DATA RECORDS =>
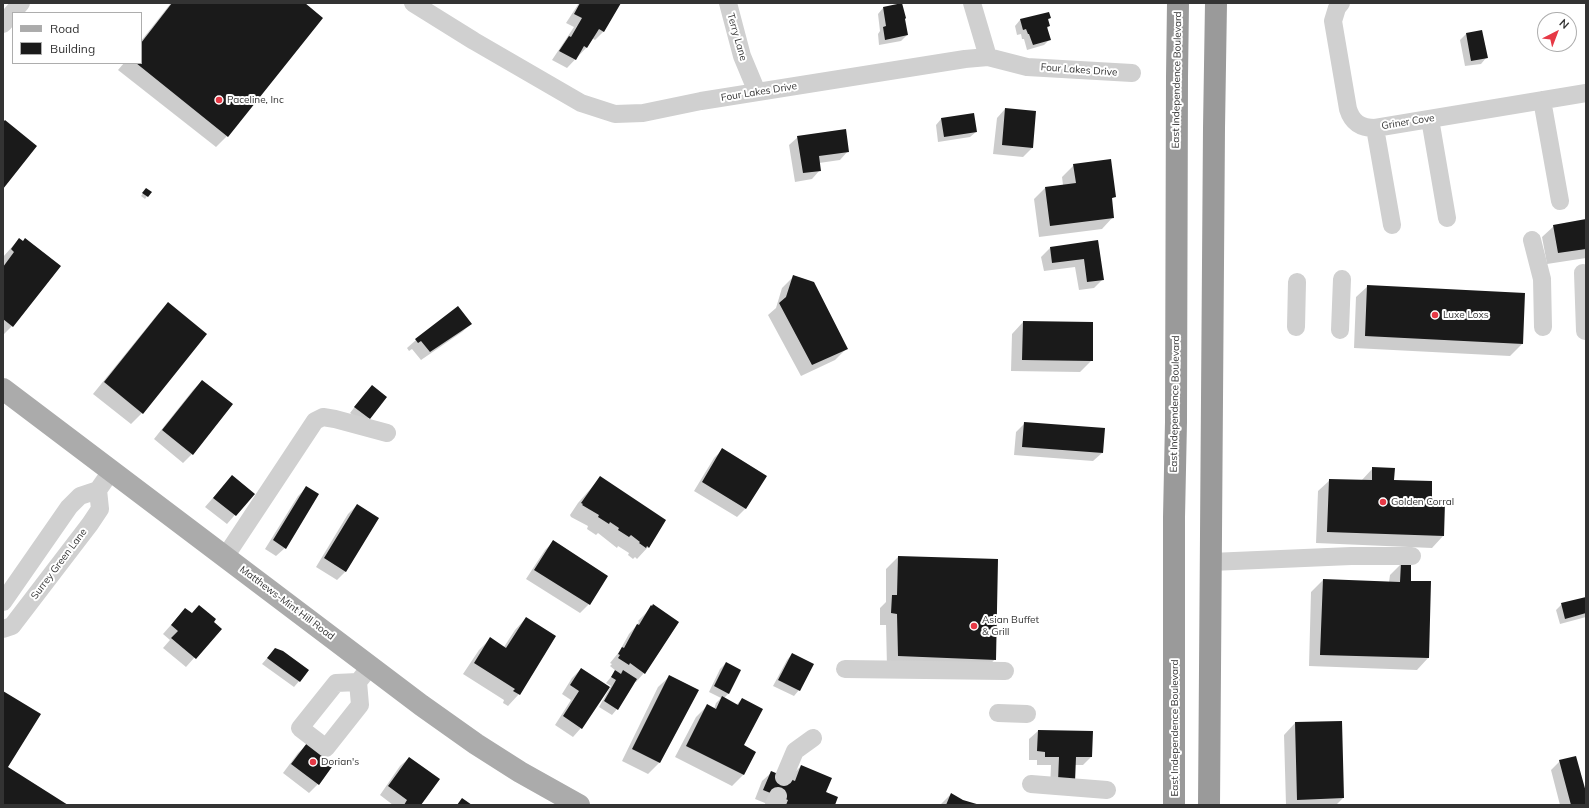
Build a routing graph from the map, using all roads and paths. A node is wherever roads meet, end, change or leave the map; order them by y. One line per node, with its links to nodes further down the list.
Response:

---

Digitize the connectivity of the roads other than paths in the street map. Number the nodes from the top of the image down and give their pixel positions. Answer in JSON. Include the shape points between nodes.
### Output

TRY IT =>
From the entries, report every line in which the string "down" occurs.

OUTPUT BELOW =>
Build a routing graph from the map, using all roads and paths. A node is wherever roads meet, end, change or leave the map; order them by y. One line per node, with its links to nodes further down the list.
Digitize the connectivity of the roads other than paths in the street map. Number the nodes from the top of the image down and give their pixel positions. Answer in JSON. Include the shape points between nodes.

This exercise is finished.